Characterization of the oligomer structure of recombinant human mannan-binding lectin.

Mannan-binding lectin (MBL) belongs to a family of proteins called the collectins, which show large differences in their ultrastructures. These differences are believed to be determined by different N-terminal disulfide-bonding patterns. So far only the bonding pattern of two of the simple forms (recombinant rat MBL-C and bovine CL-43) have been determined. Recombinant MBL expressed in human cells was purified, and the structure of the N-terminal region was determined. Preliminary results on human plasma-derived MBL revealed high similarity to the recombinant protein. Here we report the structure of the N-terminal part of recombinant human MBL and present a model to explain the oligomerization pattern. Using a strategy of consecutive enzymatic digestions and matrix-assisted laser desorption ionization mass spectrometry, we succeeded in identifying a number of disulfide-linked peptides from the N-terminal cysteine-rich region.
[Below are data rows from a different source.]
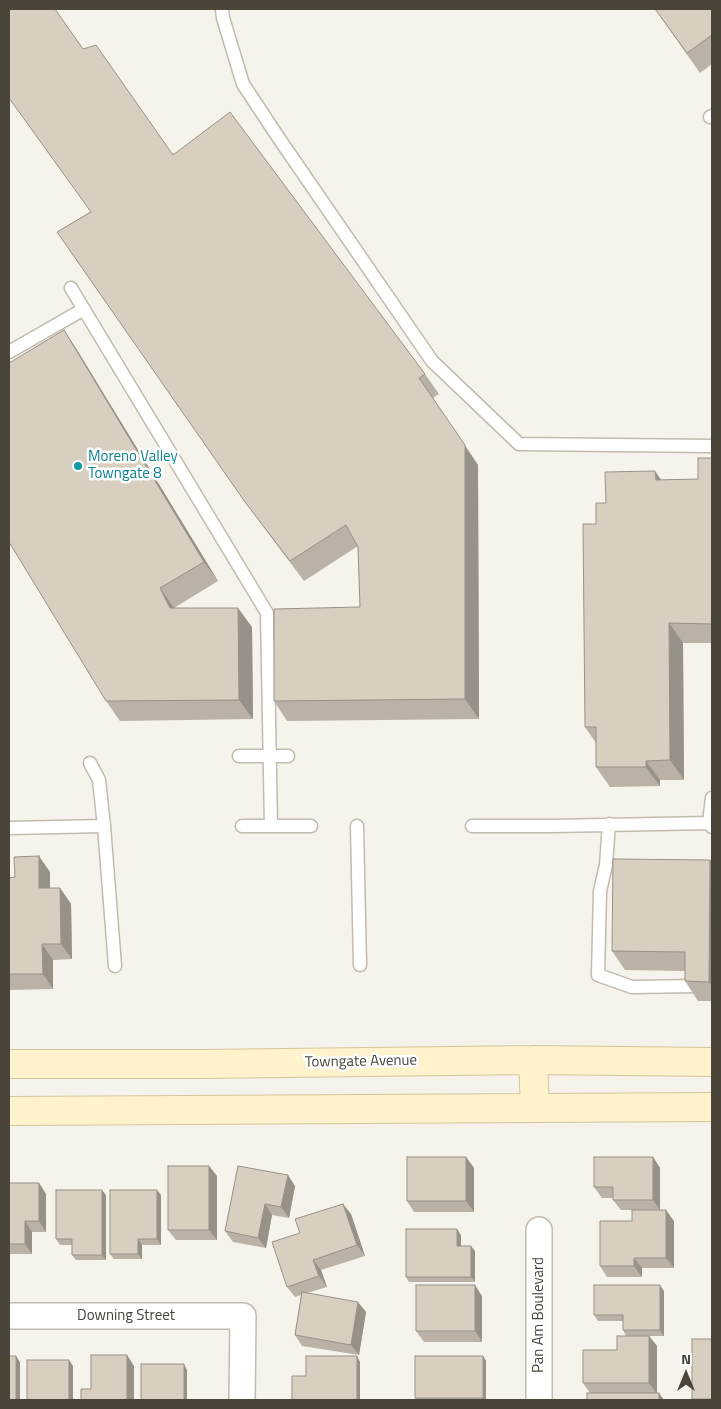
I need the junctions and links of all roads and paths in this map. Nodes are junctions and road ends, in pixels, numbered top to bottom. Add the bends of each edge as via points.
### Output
1 (222, 9) edge
2 (71, 288) dead end
3 (84, 308) junction
4 (9, 352) edge
5 (712, 446) edge
6 (239, 756) dead end
7 (270, 756) junction
8 (288, 756) dead end
9 (90, 763) dead end
10 (712, 798) edge
11 (609, 824) junction
12 (710, 825) edge
13 (104, 826) junction
14 (242, 826) dead end
15 (271, 826) junction
16 (312, 826) dead end
17 (357, 826) dead end
18 (472, 826) dead end
19 (9, 828) edge
20 (360, 965) dead end
21 (115, 966) dead end
22 (698, 986) edge
23 (533, 1060) junction
24 (712, 1062) edge
25 (9, 1064) edge
26 (535, 1107) junction
27 (712, 1108) edge
28 (9, 1111) edge
29 (539, 1230) dead end
30 (9, 1316) edge
31 (242, 1400) edge
32 (539, 1400) edge

1 - 5 lane via 243,84 278,138 432,361 518,444
2 - 3 lane
3 - 4 lane
3 - 7 lane via 266,613
6 - 7 lane
7 - 8 lane
7 - 15 lane
9 - 13 lane via 99,780
10 - 12 lane
11 - 12 lane
11 - 18 lane
11 - 22 lane via 606,865 600,890 598,975 632,987
13 - 19 lane
13 - 21 lane
14 - 15 lane
15 - 16 lane
17 - 20 lane
23 - 24 main road, Towngate Avenue
23 - 25 main road, Towngate Avenue
23 - 26 main road
26 - 27 main road
26 - 28 main road
29 - 32 street, Pan Am Boulevard
30 - 31 street, Downing Street via 243,1316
Based on these building blocks, we propose a model that can explain the various oligomeric forms found in purified MBL preparations. Furthermore, the model was challenged by the production of cysteine to serine mutants of the three N-terminally situated cysteines. The oligomerization patterns of these mutants support the proposed model. The model indicates that the polypeptide dimer is the basic unit in the oligomerization.